Edit: Another ranty example, I worked on an oil rig offshore where a piece of my equipment broke. On any other rig on earth I'd go grab the replacement cable out of the container, hook it up, run it through some cable trays to the rig floor and have everything up and running in 2-3 hours. Since this was one of the very rare unionized rigs this was unacceptable since I'd be stealing the instrumentation techs jobs! To get an instrumentation tech required a work order, the work order required drawings and a work scope, the drawings and work scope required meetings and a budget review on shore. The work I could have done in 2-3 hours took over two months.

Marketing!

Sounds a lot like how the navy works except we got paid poo poo and could still get fired for the dumbest poo poo.

the holy poopacy
May 16, 2009

hey! check this out
Fun Shoe

JacquelineDempsey posted:

On the subject of Yellow Pages: screw those guys. I used to work for a county-run performing arts theatre, and they listed us under "theaters" (eg Loews, AMC --- movie theaters) for years, and we never even paid them (and that poo poo's expensive, we're talking several hundreds of dollars last time I saw their going rate).

The advertising invoices you see for hundreds of dollars are bogus directory publishers trying to scam you by implying that you're paying them for your local yellow page listing, when actually they only publish useless directories that don't get sent out to the general public (some don't bother printing any at all, since they're banking on people assuming they're responsible for the phone books the phone company sends out.) You probably get listed in your local yellow pages through your phone company.

GOTTA STAY FAI
Mar 24, 2005

~no glitter in the gutter~
~no twilight galaxy~
College Slice

Len posted:

Walmart makes you watch a video all about how unions don't look out for employees just themselves and their wallets. It goes on to say if you ever even give your name to a union rep that person will go out and use your name for nefarious purposes.

Also if the wrong person hears you use that "u" word you'll get wrote up and maybe fired.

Edit: I tried to find the video on YouTube but no luck.
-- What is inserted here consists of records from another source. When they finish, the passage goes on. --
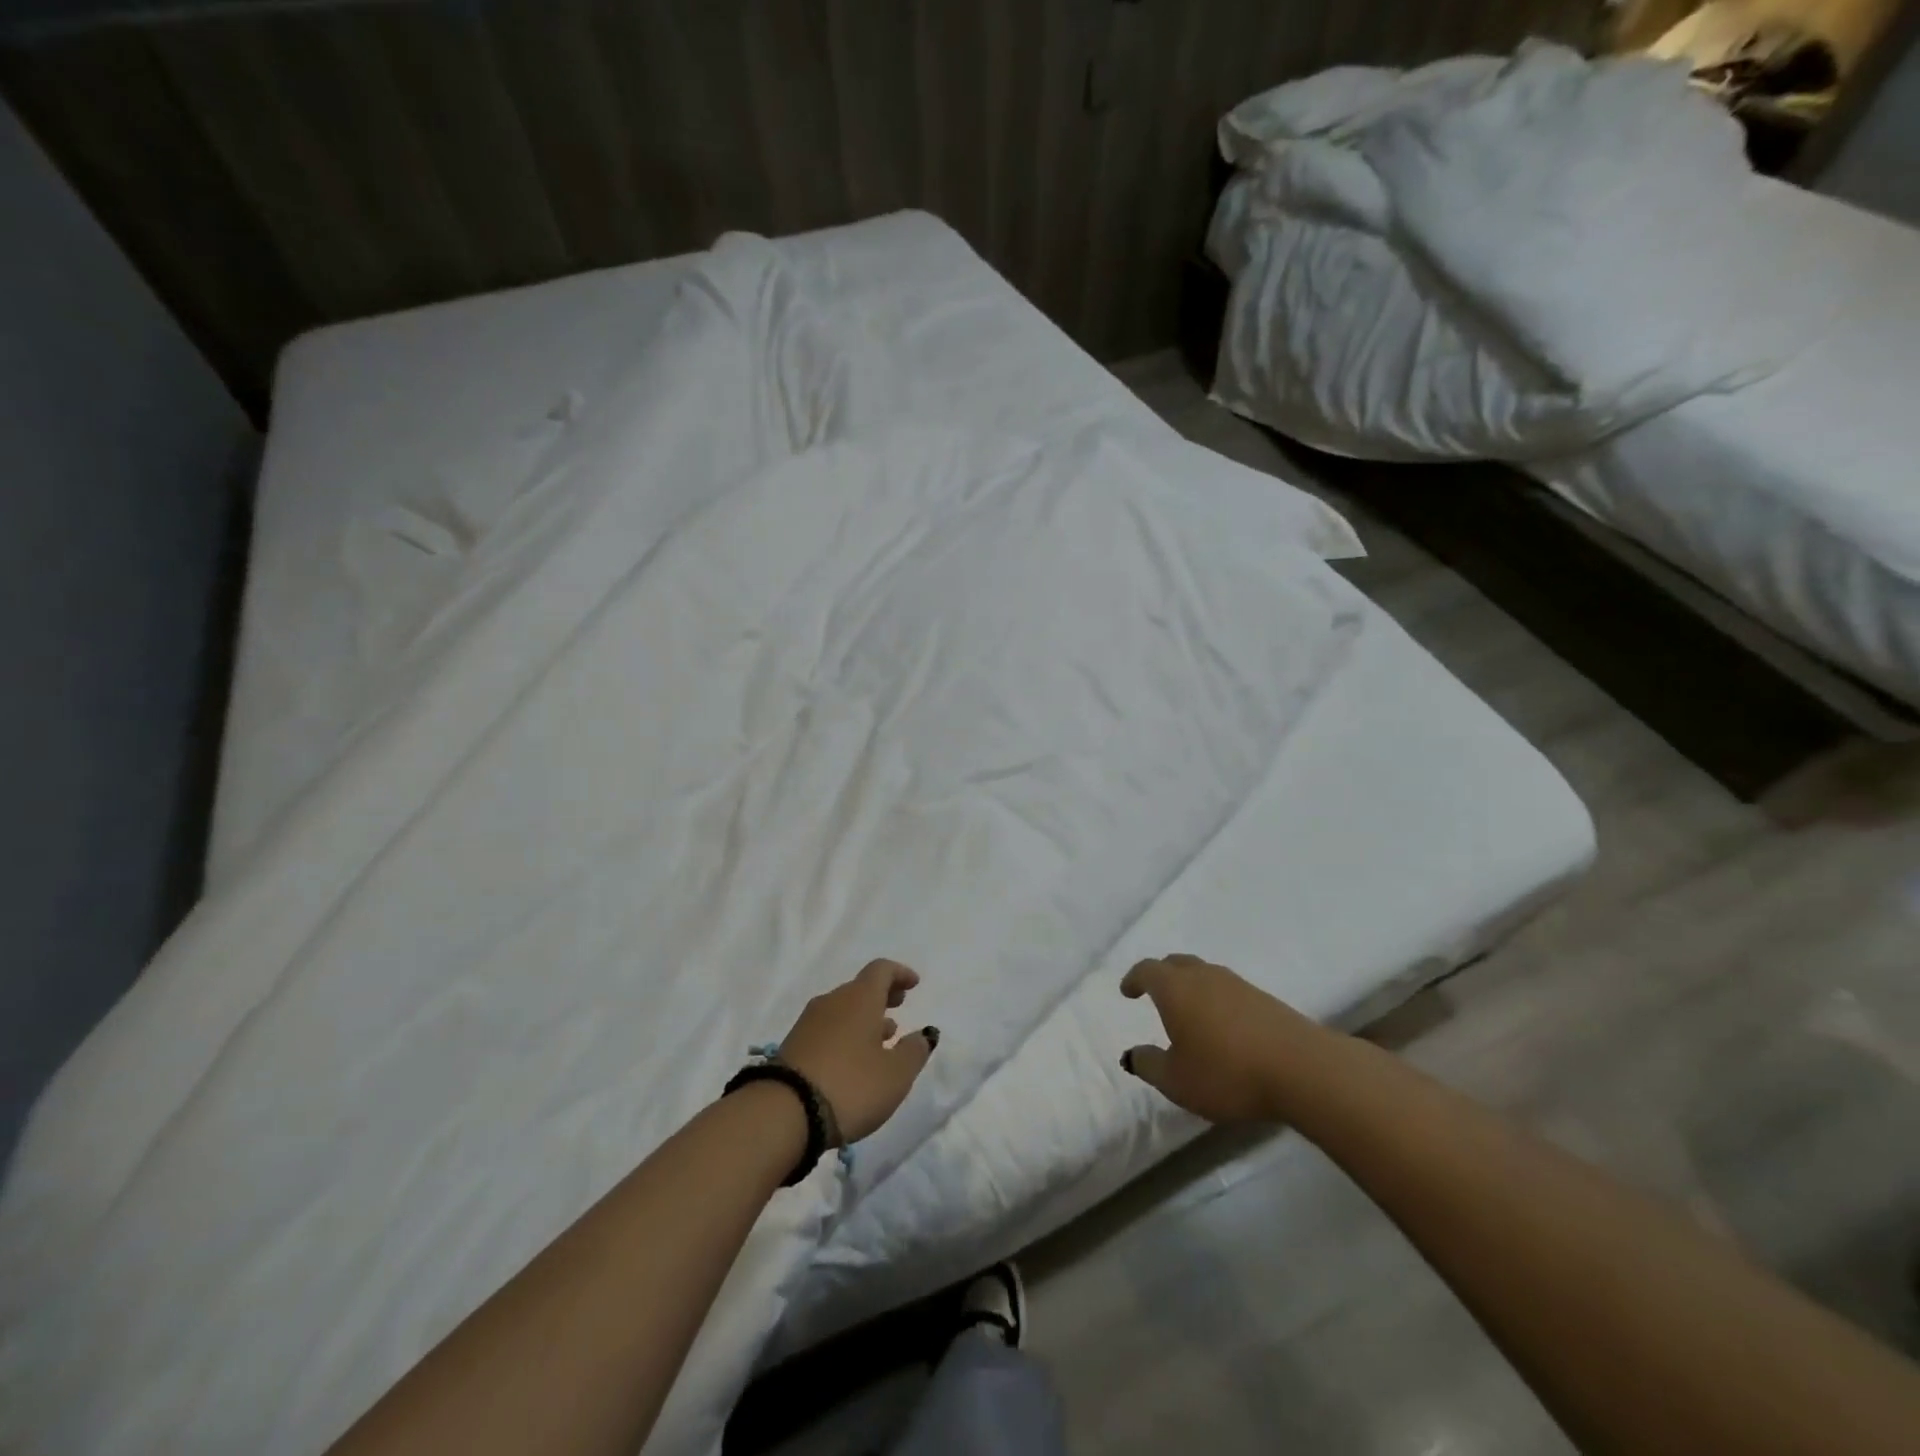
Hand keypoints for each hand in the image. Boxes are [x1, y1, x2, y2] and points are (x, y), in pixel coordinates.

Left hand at [780, 960, 938, 1142]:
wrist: (784, 1114)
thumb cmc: (851, 1086)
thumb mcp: (896, 1074)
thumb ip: (914, 1051)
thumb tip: (925, 1033)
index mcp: (860, 998)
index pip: (881, 970)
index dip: (900, 974)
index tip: (914, 983)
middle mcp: (833, 1001)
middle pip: (860, 988)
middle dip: (882, 995)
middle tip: (899, 1005)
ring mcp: (809, 1022)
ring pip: (843, 1009)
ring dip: (864, 1017)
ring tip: (882, 1038)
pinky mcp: (793, 1045)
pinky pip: (828, 1028)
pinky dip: (846, 1033)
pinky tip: (854, 1058)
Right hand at [1120, 954, 1320, 1123]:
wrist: (1302, 1069)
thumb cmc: (1227, 1073)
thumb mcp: (1177, 1080)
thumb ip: (1149, 1064)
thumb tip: (1132, 1054)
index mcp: (1175, 988)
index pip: (1147, 970)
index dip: (1134, 978)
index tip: (1127, 991)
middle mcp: (1204, 976)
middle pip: (1176, 963)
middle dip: (1161, 974)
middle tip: (1154, 992)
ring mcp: (1237, 984)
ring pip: (1204, 973)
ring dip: (1190, 985)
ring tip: (1188, 1008)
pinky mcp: (1264, 999)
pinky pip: (1228, 988)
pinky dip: (1215, 998)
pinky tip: (1221, 1023)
I did find it as a download from mega.co.nz but I'm not downloading it.

Goddamn, I love that video! I've been looking for a copy of it, too. The union organizer character in it is as sleazy as possible, with greasy hair, aviator sunglasses, and a pornstache. They show him skulking around the parking lot, leaning into employees' car windows to give them pamphlets and poo poo. It's amazing. "UNIONS ARE BAD FOR YOU AND US (mostly us)!!!"

I remember years ago a goon posted a thread about planning on quitting Walmart and was looking for ideas of how to go out with a bang. He/the thread decided he should print up a bunch of fake "Walmart Union" pamphlets and put them in the bathrooms and on the tables in the breakroom before he left. They apparently took it very seriously and management had a bit of a freakout over it.

Len
Jan 21, 2008

Pouches, bandages, shoulderpad, cyber-eye...

Bitchin'!


GOTTA STAY FAI posted:

Goddamn, I love that video! I've been looking for a copy of it, too. The union organizer character in it is as sleazy as possible, with greasy hair, aviator sunglasses, and a pornstache. They show him skulking around the parking lot, leaning into employees' car windows to give them pamphlets and poo poo. It's amazing. "UNIONS ARE BAD FOR YOU AND US (mostly us)!!!"

I remember years ago a goon posted a thread about planning on quitting Walmart and was looking for ideas of how to go out with a bang. He/the thread decided he should print up a bunch of fake "Walmart Union" pamphlets and put them in the bathrooms and on the tables in the breakroom before he left. They apparently took it very seriously and management had a bit of a freakout over it.

I don't know how true it is but the Walmart documentary said corporate has an anti-union crew that comes out to inspect the situation if they find poo poo like that.

walrusman
Aug 4, 2006

Len posted:

I don't know how true it is but the Walmart documentary said corporate has an anti-union crew that comes out to inspect the situation if they find poo poo like that.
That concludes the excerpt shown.